Given the success of its product, you’d think TiVo would be riding high. But in fact, the company has been battered since its inception. Not by customers, mind you, but by the entertainment industry itself, which believes it has a vested interest in preventing its customers from using the features that a DVR can provide.
The classic example is the ability to automatically skip commercials. That feature is technically feasible and universally desired, yet it remains unavailable in TiVo’s products. You can fast-forward through ads on a TiVo. But the ability to leap ahead 30 seconds at a time (as you could on other DVRs) is hidden by default, and there are no automated ad-detection or ad-skipping features.
ReplayTV, a competing DVR maker, dared to include ad skipping as one of its features and was sued by a group of TV and movie studios in 2001. Largely because of legal expenses, the company went bankrupt two years later.

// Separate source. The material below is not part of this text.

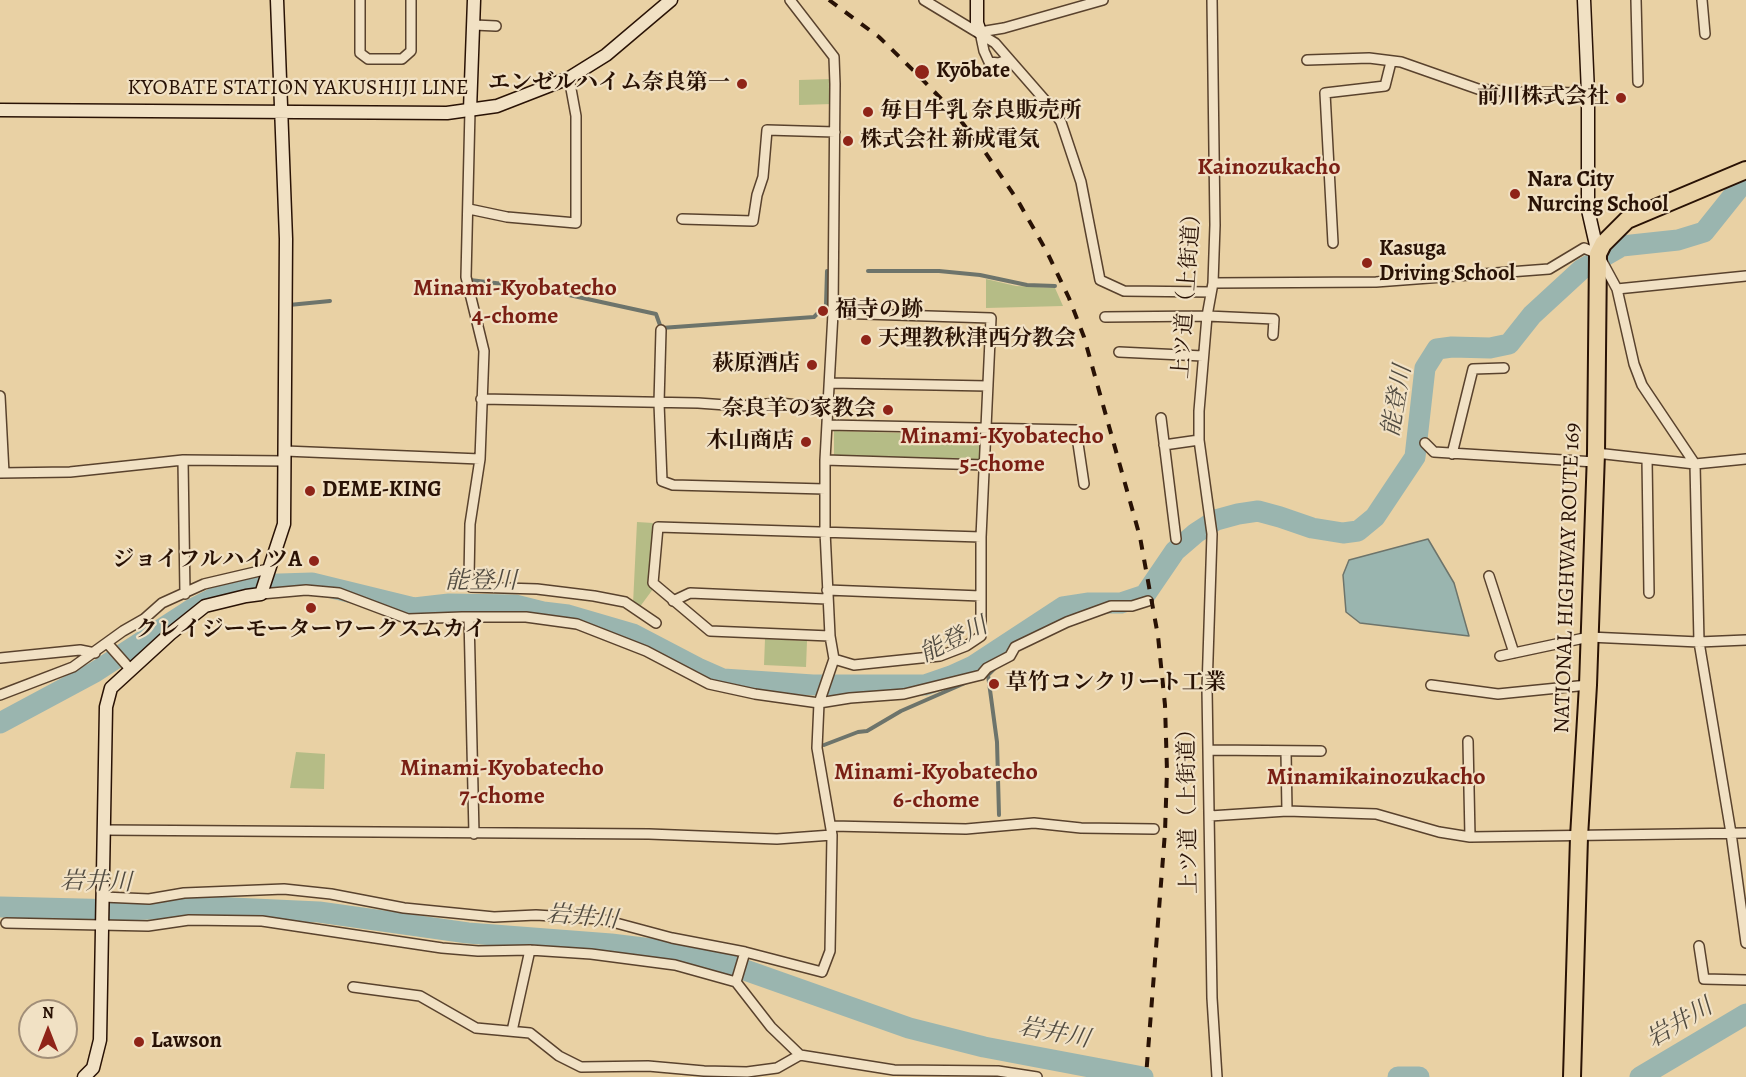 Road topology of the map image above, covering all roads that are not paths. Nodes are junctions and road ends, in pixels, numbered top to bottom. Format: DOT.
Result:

Meanwhile, the TiVo bowed to industry pressure and went on to dominate the DVR market.
This stifling atmosphere continues to hamstring TiVo’s products. The TiVo user interface has become saturated with logos and other paid advertisements, while features that consumers really want aren’t implemented. And truth be told, TiVo’s hardware and software have never had the polish or pizzazz of Apple’s. That’s why there remains a fervent desire—at least among Apple’s customers—for the Apple TV to become an Apple TiVo.
Apple could succeed where TiVo has failed. In addition to its technology and design prowess, Apple has shown that it’s willing and able to take on the powers that be. With the iPod and iTunes, the company dragged the giants of the entertainment industry kicking and screaming into the modern age. With the iPhone, it reversed the balance of power between mobile phone carriers and handset makers. Where TiVo bowed to industry pressure and compromised its products, Apple could fight and win.
If Apple wants its “hobby” product line to take off like the iPod, it has to acknowledge the hole in the Apple TV’s functionality and create a real DVR. A decade ago, it would have seemed suicidal for any technology company, let alone Apple, to take on the cable, TV, and movie industries. Today, the success of the Apple TV, and perhaps the future of the DVR itself, depends on it.